A view of the British Museum as it looked around the time that Edward and Orra visited. "Mummies and sacophagi attract visitors to the Egyptian Room." Image courtesy of Chronicle / Alamy Stock Photo.

On June 11, they left for London, stopping at the seaside town of Brighton for a night, where Orra was in awe of their sumptuous hotel. Heading to London the next day, as they traveled for miles over a chalk formation, Edward calculated the lengths of the tunnels they passed through by counting the seconds it took to emerge: 82 seconds for one and 70 for another translated into about 2 and 1.5 miles, respectively. He was glad enough to see strata exposed by cuts made for the railroad, but by this time he felt he had seen “nearly every kind of rock in England save the crystalline.”

Finally in the grand city, Edward attended meetings of the Royal Society, the Royal Astronomical Society, and the Geological Society of London in their rooms at Somerset House, on The Strand. He recorded disappointingly little of his first professional meetings in England, except to note the names of a few people he met. One was Prof. Daubeny, the first Englishman to directly observe the fossil bird tracks on a visit to Amherst in 1837, making him one of the first geologists to support Hitchcock’s claims as to their origins by birds. Sir Charles Lyell paid Edward considerate attention and gave him tickets and introductions he thought useful to the American geologist.

Having established Woods Cabinet back in Amherst just a few years earlier, Edward took great interest in how museum collections were arranged and lit. He thought the geological display at the British Museum something of a hodgepodge, even if the specimens were good. The alabaster carvings from Nineveh must have impressed him greatly, for he imported similar pieces for the Octagon several years later. He thought little of a private collection he was invited to view at Smithfield Common, where he and Orra had gone primarily to honor religious martyrs. He was highly impressed, however, by the displays at the Museum of Economic Geology and the Geological Society of London, where small specimens were kept in drawers and large ones near windows, where the light was best. At the Hunterian Museum, Edward for the first time met face-to-face with professors Richard Owen and Adam Sedgwick, who personally gave him and Orra a tour. 
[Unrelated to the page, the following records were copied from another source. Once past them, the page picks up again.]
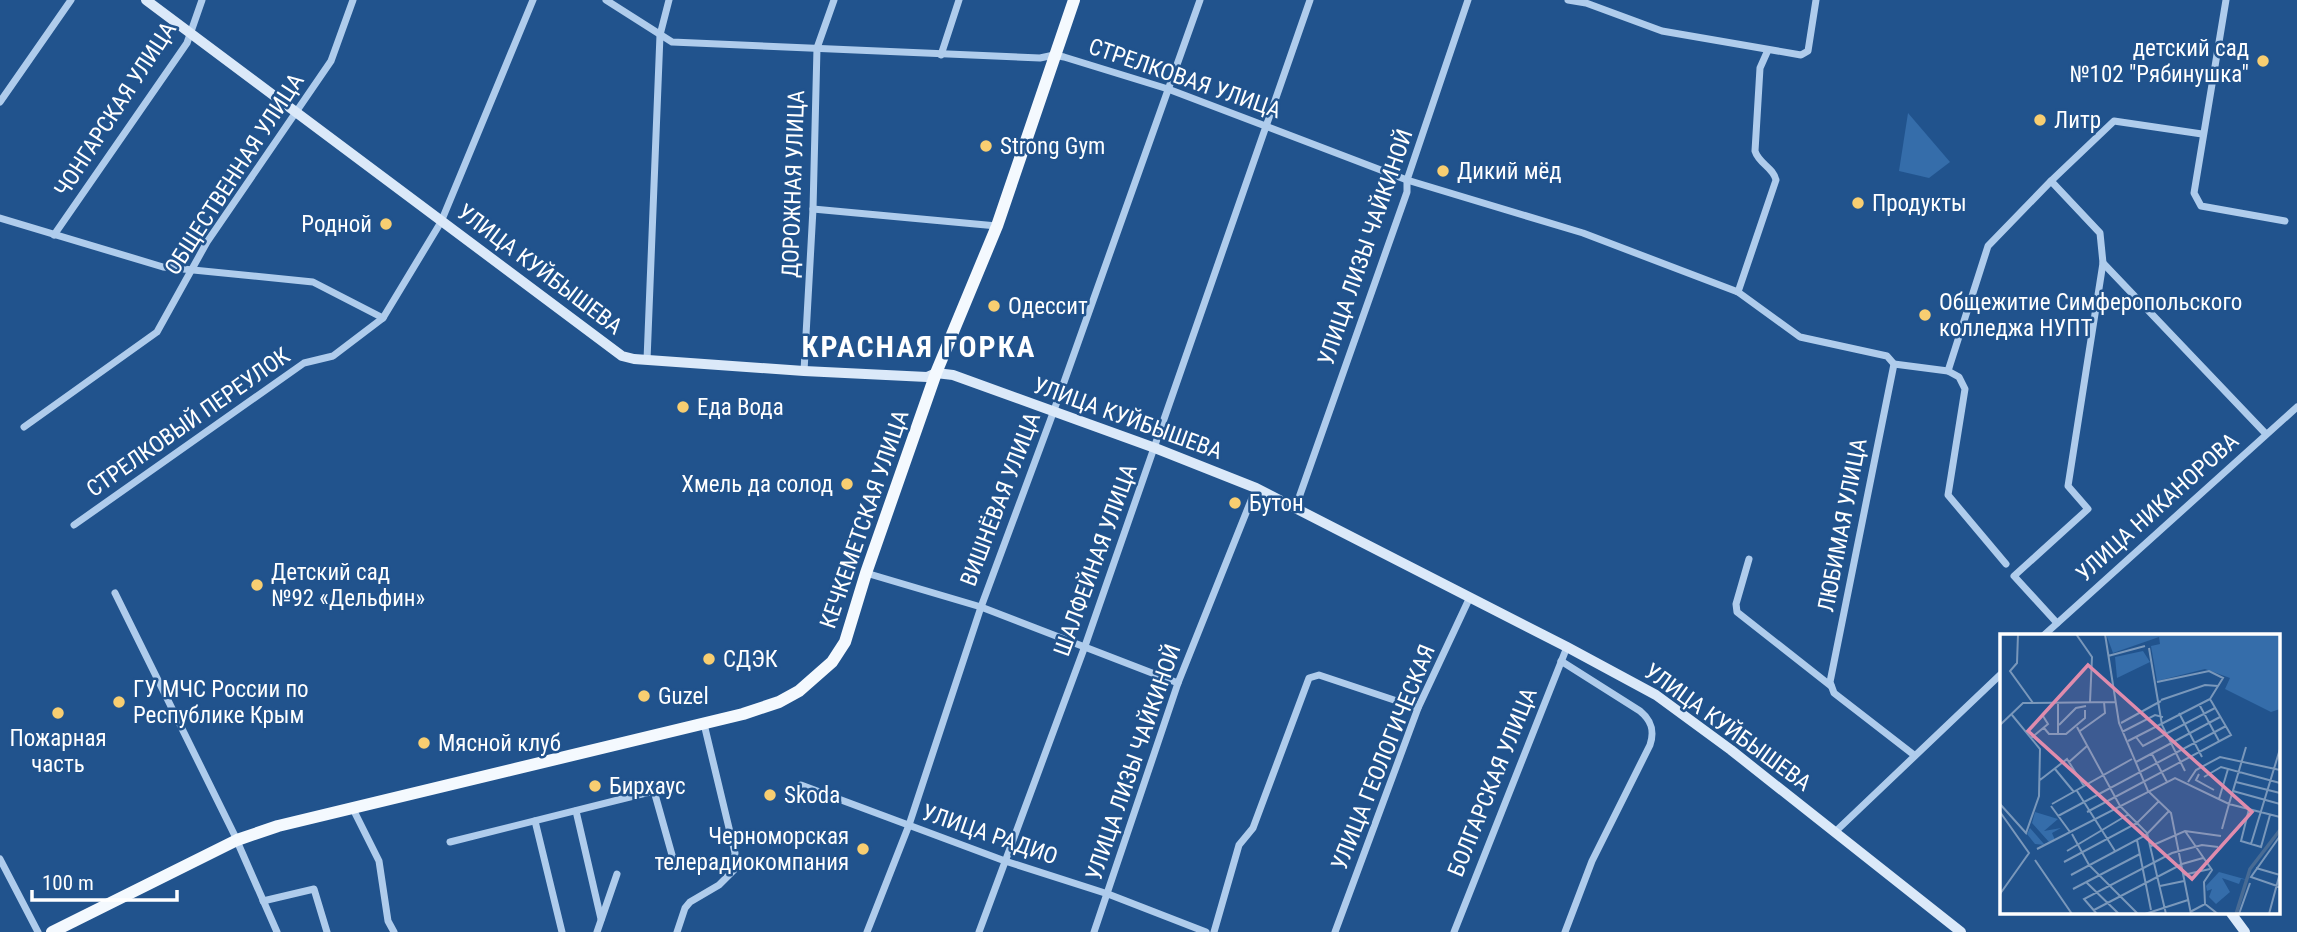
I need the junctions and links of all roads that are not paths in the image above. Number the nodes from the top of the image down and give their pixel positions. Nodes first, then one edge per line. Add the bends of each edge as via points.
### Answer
1 (71, 0) edge
2 (146, 0) edge
3 (202, 0) edge
4 (353, 0) edge
5 (533, 0) edge
6 (606, 0) edge
7 (669, 0) edge
8 (834, 0) edge
9 (959, 0) edge
10 (1074, 0) edge
11 (1200, 0) edge
12 (1310, 0) edge
13 (1468, 0) edge
14 (1568, 0) edge
15 (1816, 0) edge
16 (2226, 0) edge
17 (190, 33) junction
18 (660, 35) junction
19 (817, 48) junction
20 (1768, 50) junction
21 (941, 55) junction
22 (1054, 55) junction
23 (1168, 89) junction
24 (0, 102) edge
25 (295, 114) junction
26 (1265, 127) junction
27 (2202, 134) junction
28 (1407, 180) junction
29 (2051, 181) junction
30 (813, 209) junction
31 (0, 218) edge
32 (2285, 221) dead end
33 (441, 222) junction
34 (997, 226) junction
35 (54, 235) junction
36 (2102, 263) junction
37 (194, 268) junction
38 (1738, 292) junction
39 (383, 318) junction
40 (647, 360) junction
41 (1894, 364) junction
42 (1948, 371) junction
43 (804, 372) junction
44 (936, 373) junction
45 (2297, 407) edge
46 (1053, 413) junction
47 (24, 427) dead end
48 (2266, 434) junction
49 (1155, 448) junction
50 (1256, 488) junction
51 (1296, 506) junction
52 (74, 525) dead end
53 (1749, 559) dead end
54 (2006, 564) dead end
55 (866, 572) junction
56 (115, 593) dead end
57 (1471, 597) junction
58 (981, 607) junction
59 (2057, 623) junction
60 (2045, 634) edge
61 (1085, 646) junction
62 (1567, 647) junction
63 (1561, 661) junction
64 (2000, 675) edge
65 (1178, 683) junction
66 (1833, 690) junction
67 (1418, 708) junction
68 (704, 724) junction
69 (1914, 755) junction
70 (801, 785) dead end
71 (352, 807) junction
72 (576, 811) junction
73 (535, 821) junction
74 (909, 825) junction
75 (1835, 832) junction
76 (237, 841) junction
77 (450, 842) dead end
78 (0, 859) edge
79 (1005, 861) junction
80 (674, 862) dead end
81 (617, 874) dead end
82 (1108, 894) junction
83 (264, 901) junction
84 (2232, 914) edge
85 (601, 919) junction
86 (38, 932) edge
87 (52, 932) edge
88 (277, 932) edge
89 (327, 932) edge
90 (394, 932) edge
91 (562, 932) edge
92 (597, 932) edge
93 (677, 932) edge
94 (867, 932) edge
95 (979, 932) edge
96 (1094, 932) edge
97 (1206, 932) edge
98 (1214, 932) edge
99 (1335, 932) edge
100 (1454, 932) edge
101 (1565, 932) edge
102 (1961, 932) edge
103 (2245, 932) edge

1 - 24 street
2 - 17 main road, УЛИЦА КУЙБЫШЕВА
3 - 17 street, ЧОНГАРСКАЯ УЛИЦА
4 - 25 street, ОБЩЕСТВЕННАЯ УЛИЦА via 331,61
5 - 33 street, СТРЕЛКОВЫЙ ПЕРЕУЛОК
6 - 18 street, СТРЕЛКОВАЯ УЛИЦА
7 - 18 street
8 - 19 street, ДОРОЖНАЯ УЛИЦА
9 - 21 street
10 - 22 main road, КЕЧКЕМЕТСКАЯ УЛИЦА
11 - 23 street, ВИШНЁВАЯ УЛИЦА
12 - 26 street, ШАЛФЕЙНАЯ УЛИЦА
13 - 28 street, УЛИЦА ЛИЗЫ ЧАЙКИНОЙ
14 - 20 street via 1662,31
15 - 20 street via 1808,51 1801,55
16 - 27 street
17 - 25 main road, УЛИЦА КУЙБЫШЕВА
17 - 35 street, ЧОНГАРСКАЯ УЛИЦА
18 - 19 street, СТРЕЛКОВАЯ УЛИЦА via 672,41
18 - 40 street
19 - 21 street, СТРЕЛКОВАЯ УЛИЦА
19 - 30 street, ДОРОЖНАЯ УЛИЦА
20 - 38 street via 1760,68 1755,151 1776,180
21 - 22 street, СТРЕЛКОВАЯ УЛИЦА
22 - 23 street, СТРЕЛКОВАЯ УЛИЦА
22 - 34 main road, КЕЧКЕМЕТСКАЯ УЛИЦА
23 - 26 street, СТРЕЛКОВАЯ УЛИЦА
23 - 46 street, ВИШНЁВАЯ УЛИЦА
25 - 33 main road, УЛИЦА КУЙБЫШЕВА
25 - 37 street, ОБЩЕСТВЕННАЯ УЛИЦА via 228,209
26 - 28 street, СТРЕЛКОВАЯ УЛИЦА
26 - 49 street, ШАЛФЕЙНАЯ УЛИЦА
27 - 29 street via 2114,121
27 - 32 street via 2193,193 2201,206
28 - 38 street, СТРЕЛКОВАЯ УЛИЦА via 1583,233
28 - 51 street, УЛИЦА ЛИЗЫ ЧАЙКИНОЙ via 1408,192
29 - 36 street via 2100,233
29 - 42 street via 1988,246
30 - 34 street
30 - 43 street, ДОРОЖНАЯ УЛИЦА
31 - 35 street
33 - 39 street, СТРЕЛКОВЫЙ ПЕРЕУЛОК
33 - 40 main road, УЛИЦА КУЙБЫШЕВА via 622,356
34 - 44 main road, КЕЧКЕМЕТСКАЯ УЛИЦА
35 - 37 street via 163,267
36 - 48 street
36 - 59 street via 2068,486 2088,509 2014,576
37 - 39 street via 313,282
37 - 47 street, ОБЩЕСТВЕННАЯ УЛИЦА via 158,332
38 - 41 street, СТРЕЛКОВАЯ УЛИЦА via 1800,337 1887,356
39 - 52 street, СТРЕЛКОВЫЙ ПЕРЕУЛОК via 333,356 304,363
40 - 43 main road, УЛИЦА КУЙБЫШЕВА
41 - 42 street, СТРЕЛКОВАЯ УЛИЦА
41 - 66 street, ЛЮБИМАЯ УЛИЦА
42 - 54 street via 1959,377 1965,389 1948,495
43 - 44 main road, УЛИЦА КУЙБЫШЕВА via 927,377
44 - 46 main road, УЛИЦА КУЙБЫШЕВА via 953,375
44 - 55 main road, КЕЧКЕМЕТСКАЯ УЛИЦА
45 - 48 street, УЛИЦА НИКАНОРОВА
46 - 49 main road, УЛИЦА КУЙБЫШЕВА
46 - 58 street, ВИШНЁВАЯ УЛИЦА
48 - 59 street, УЛИЦА НИКАНОРОВА
49 - 50 main road, УЛИЦА КУЙБЫШЕВА
49 - 61 street, ШАЛФЕЙНАЯ УЛИЦА
50 - 51 main road, УЛИЦА КУЙБЫШЕВА
50 - 65 street, УЛИЦА ЛИЗЫ ЧАЙКИНОЙ
51 - 57 main road, УЛИЦА КУЙБЫШЕВА
53 - 66 street via 1737,612
55 - 58 street
55 - 68 main road, КЕЧКЕМЕТСКАЯ УЛИЦА via 845,642 816,678 779,702
56 - 76 street
57 - 62 main road, УЛИЦА КУЙБЫШЕВА
57 - 67 street, УЛИЦА ГЕОЛОГИЧЕСКАЯ
58 - 61 street
58 - 74 street, ВИШНЁВАЯ УЛИЦА
59 - 60 street, УЛИЦА НИКАНОРОВА
61 - 65 street
61 - 79 street, ШАЛФЕЙНАЯ УЛИЦА
62 - 63 street, БОЛГАРСКАЯ УЛИЦА
62 - 75 main road, УЛИЦА КУЙБЫШЕВА via 1656,695
63 - 100 street, БОЛГАРСКАЯ УЛИЦА
63 - 101 street via 1640,711 1653,729 1650,745 1592,861
64 - 69 street
65 - 82 street, УЛИЦА ЛИЗЫ ЧАЙКИНОЙ
66 - 69 street
67 - 98 street via 1319,675 1309,678 1253,828 1239,845
67 - 99 street, УЛИЦА ГЕОЛОГИЧЕСКАЯ
68 - 71 main road, КЕЧКЕМЕТСКАЯ УЛИЦА
68 - 93 street via 736,853 734,870 690,902
69 - 75 street
70 - 74 street, УЛИЦА РАДИО
71 - 76 main road, КЕЧКЕМЕТСКАЯ УЛИЦА via 278,825
71 - 90 street via 379,861 388,921
72 - 73 street
72 - 80 street via 654,791
72 - 85 street
73 - 77 street
73 - 91 street
74 - 79 street, УЛИЦА РАДИО
74 - 94 street, ВИШНЁВАЯ УЛИЦА
75 - 102 main road, УЛИЦА КУЙБЫШЕВА
76 - 83 street
76 - 87 main road, КЕЧКЕМЕТСКАЯ УЛИЦА
78 - 86 street
79 - 82 street, УЛИЦА РАДИО
79 - 95 street, ШАЛФЕЙНАЯ УЛИЦА
81 - 85 street
82 - 96 street, УЛИЦА ЛИЗЫ ЧАЙКИНОЙ
82 - 97 street, УЛИЦА РАДИО
83 - 88 street
83 - 89 street via 314,889
84 - 103 main road
85 - 92 street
The Hitchcocks were mixing with high society quite beyond their experience, yet they seemed to handle it smoothly. They took a bus to Gideon Mantell’s home for a delightful tea with their host and “two ladies, genuine Londoners,” the refreshments “elegantly served on rich china . . . a basket of some little things, one was macaroon & other, little fanciful things.” Edward said that Mantell "treated us very kindly & showed us the feet of Dinornis robustus & a multitude of other bones & also several other things with a good microscope." Social meetings with the Lyells were also pleasant, and their home was not as formal as Orra expected. Perhaps she was making a mental comparison, remembering the Lyell's visit to Amherst in 1842.
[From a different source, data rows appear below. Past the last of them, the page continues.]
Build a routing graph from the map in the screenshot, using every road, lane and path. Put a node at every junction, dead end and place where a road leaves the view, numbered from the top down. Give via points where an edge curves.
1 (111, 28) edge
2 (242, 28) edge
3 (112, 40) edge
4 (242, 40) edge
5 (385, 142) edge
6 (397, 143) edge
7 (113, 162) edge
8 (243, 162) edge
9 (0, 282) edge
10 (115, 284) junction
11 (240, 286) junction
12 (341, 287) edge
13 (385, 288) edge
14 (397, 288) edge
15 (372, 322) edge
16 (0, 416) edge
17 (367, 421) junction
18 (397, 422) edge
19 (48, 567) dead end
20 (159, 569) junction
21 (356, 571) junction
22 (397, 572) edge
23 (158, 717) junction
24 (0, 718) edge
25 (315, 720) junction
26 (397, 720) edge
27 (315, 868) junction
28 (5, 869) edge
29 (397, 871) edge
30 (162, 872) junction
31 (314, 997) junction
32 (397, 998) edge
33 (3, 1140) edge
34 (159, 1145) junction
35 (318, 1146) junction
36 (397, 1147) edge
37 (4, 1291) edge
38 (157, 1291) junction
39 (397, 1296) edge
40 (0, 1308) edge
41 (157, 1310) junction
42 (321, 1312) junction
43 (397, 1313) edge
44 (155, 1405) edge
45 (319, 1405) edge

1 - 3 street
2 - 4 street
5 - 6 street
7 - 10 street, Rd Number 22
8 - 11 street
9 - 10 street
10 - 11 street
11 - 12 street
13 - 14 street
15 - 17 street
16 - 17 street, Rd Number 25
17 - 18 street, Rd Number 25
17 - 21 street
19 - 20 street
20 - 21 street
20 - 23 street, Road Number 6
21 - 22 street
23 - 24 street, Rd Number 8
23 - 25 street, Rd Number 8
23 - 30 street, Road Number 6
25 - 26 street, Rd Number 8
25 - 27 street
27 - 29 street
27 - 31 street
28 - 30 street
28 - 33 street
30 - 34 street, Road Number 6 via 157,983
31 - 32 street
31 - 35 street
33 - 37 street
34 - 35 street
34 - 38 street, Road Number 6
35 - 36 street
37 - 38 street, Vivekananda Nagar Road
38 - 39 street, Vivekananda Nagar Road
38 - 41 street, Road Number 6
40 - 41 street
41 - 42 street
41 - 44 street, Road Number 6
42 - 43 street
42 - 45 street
During their three-week stay in London, Edward and Orra found time to see the usual tourist sites. As usual, Edward claimed to be an invalid, yet kept a schedule that would defy the energies of many men his age, or even younger. He was deeply gratified to meet with one of the Englishmen he most admired, John Pye Smith (sadly "deaf & feeble" now), who had written a preface for his Elements of Geology in 1841. 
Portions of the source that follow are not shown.